======== WORKING DATA ========

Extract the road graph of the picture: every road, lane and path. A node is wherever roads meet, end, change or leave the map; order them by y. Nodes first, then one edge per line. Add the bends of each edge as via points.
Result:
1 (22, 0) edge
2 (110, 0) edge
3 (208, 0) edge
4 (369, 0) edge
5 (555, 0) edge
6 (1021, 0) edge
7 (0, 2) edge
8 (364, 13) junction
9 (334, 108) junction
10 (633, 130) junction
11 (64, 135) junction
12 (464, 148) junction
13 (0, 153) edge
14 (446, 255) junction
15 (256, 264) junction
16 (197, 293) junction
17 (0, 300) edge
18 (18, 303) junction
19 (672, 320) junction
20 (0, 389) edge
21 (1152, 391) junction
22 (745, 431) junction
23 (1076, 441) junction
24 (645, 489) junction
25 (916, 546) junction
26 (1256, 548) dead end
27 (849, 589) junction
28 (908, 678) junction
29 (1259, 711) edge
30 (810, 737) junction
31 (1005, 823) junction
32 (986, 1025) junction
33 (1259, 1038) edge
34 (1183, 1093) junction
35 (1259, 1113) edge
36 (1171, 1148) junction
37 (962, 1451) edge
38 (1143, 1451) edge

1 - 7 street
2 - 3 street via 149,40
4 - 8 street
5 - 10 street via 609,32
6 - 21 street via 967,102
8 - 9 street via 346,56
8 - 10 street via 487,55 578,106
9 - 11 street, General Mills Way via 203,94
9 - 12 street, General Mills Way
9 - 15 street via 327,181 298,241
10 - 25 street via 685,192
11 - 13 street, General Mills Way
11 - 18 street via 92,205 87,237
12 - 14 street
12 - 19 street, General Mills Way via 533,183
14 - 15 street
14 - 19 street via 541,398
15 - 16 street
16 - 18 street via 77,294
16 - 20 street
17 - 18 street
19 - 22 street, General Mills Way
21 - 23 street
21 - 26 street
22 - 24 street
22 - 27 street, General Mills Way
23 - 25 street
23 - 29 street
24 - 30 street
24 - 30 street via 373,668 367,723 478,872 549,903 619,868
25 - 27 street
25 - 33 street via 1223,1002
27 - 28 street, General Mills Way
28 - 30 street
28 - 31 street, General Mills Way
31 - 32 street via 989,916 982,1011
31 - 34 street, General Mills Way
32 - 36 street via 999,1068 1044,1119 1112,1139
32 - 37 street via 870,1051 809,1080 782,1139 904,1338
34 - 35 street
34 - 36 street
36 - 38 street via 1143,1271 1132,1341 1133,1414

========
======== WORKING DATA ========

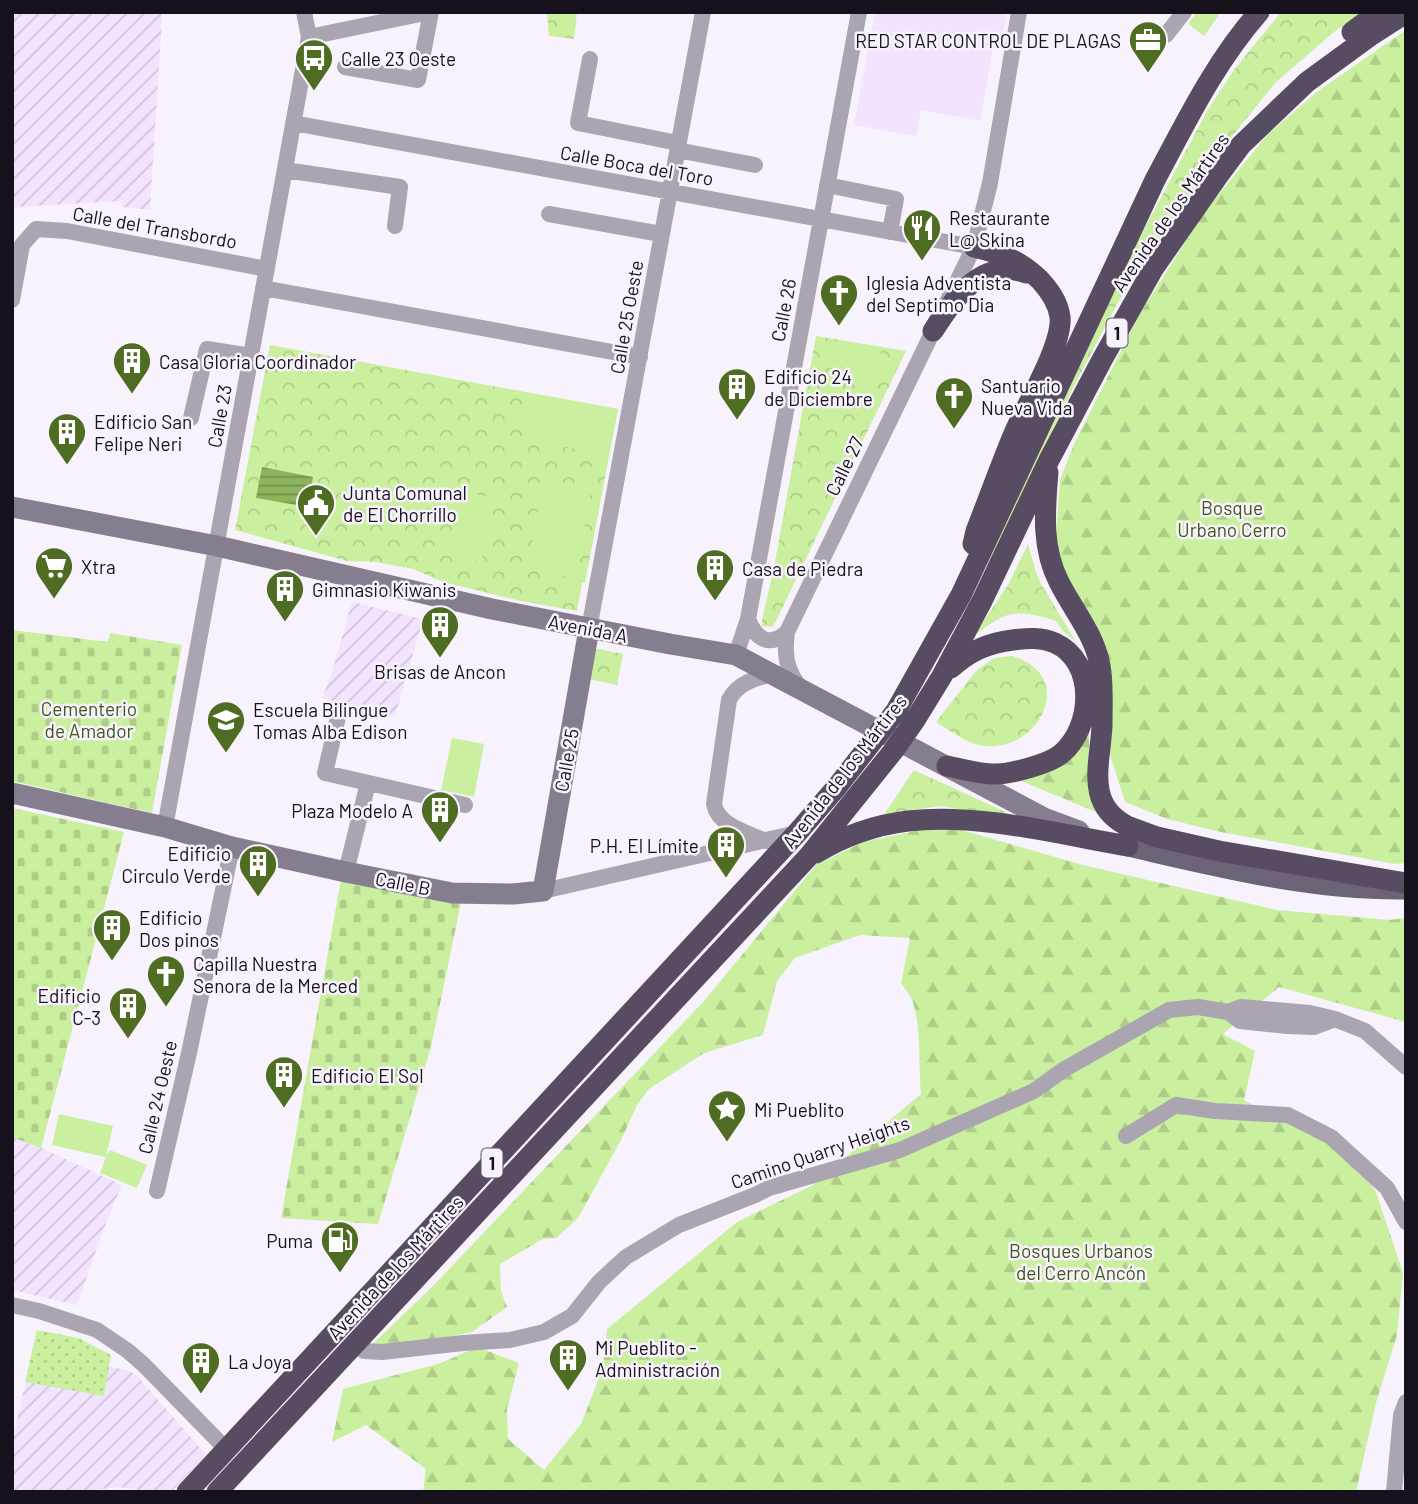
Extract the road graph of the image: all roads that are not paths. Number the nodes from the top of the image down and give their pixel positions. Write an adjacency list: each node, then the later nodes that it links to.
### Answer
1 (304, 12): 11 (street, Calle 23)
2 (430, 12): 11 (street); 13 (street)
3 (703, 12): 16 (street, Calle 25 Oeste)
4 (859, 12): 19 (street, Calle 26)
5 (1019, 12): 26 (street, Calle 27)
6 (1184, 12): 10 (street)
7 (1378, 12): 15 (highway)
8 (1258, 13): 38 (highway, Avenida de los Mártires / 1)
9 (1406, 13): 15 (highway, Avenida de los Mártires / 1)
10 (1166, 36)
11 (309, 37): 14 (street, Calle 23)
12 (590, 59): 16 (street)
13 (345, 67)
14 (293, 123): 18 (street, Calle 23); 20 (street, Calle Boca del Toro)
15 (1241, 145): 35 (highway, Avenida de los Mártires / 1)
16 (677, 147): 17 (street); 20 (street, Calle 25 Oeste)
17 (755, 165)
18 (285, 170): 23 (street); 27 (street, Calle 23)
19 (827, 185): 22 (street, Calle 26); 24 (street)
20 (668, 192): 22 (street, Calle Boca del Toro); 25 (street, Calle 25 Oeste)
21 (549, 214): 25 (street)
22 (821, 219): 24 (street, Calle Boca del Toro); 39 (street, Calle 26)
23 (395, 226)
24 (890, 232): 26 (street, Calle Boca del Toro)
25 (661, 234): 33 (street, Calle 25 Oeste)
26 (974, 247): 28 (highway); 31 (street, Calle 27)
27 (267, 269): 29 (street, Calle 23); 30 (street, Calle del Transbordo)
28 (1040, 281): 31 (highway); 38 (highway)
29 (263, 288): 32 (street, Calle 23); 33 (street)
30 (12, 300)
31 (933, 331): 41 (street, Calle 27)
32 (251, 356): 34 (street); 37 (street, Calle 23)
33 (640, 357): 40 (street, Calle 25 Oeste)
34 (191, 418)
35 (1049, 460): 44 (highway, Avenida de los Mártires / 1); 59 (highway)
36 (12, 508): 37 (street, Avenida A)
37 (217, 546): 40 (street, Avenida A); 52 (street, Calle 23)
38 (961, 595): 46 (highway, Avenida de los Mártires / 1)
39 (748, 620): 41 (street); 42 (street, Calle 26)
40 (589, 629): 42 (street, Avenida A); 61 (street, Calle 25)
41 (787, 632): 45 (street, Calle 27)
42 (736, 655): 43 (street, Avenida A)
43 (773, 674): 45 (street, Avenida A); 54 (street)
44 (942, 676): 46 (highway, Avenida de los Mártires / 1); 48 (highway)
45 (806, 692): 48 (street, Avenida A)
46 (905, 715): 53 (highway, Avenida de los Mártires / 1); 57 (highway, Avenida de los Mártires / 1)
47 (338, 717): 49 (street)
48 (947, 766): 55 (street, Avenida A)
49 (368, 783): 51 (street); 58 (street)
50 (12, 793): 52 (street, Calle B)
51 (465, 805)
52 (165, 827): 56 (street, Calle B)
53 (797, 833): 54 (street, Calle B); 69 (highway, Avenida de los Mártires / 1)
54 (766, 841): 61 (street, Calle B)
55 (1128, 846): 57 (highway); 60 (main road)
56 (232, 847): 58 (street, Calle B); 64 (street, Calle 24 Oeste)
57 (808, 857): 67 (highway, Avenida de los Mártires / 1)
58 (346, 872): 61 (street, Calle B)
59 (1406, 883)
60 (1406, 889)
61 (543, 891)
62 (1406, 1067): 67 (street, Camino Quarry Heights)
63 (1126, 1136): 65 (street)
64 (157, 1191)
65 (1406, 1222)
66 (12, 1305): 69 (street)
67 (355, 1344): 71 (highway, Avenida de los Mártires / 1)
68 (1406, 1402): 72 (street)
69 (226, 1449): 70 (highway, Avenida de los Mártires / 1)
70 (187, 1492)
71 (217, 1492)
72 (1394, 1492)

========

> **THE PROBLEM**
The lines holding the word "graph" are the answer. Pull them out of the records and copy them.

> **TASK ANSWER**
Extract the road graph of the picture: every road, lane and path. A node is wherever roads meet, end, change or leave the map; order them by y. Nodes first, then one edge per line. Add the bends of each edge as via points.
Extract the road graph of the image: all roads that are not paths. Number the nodes from the top of the image down and give their pixel positions. Write an adjacency list: each node, then the later nodes that it links to.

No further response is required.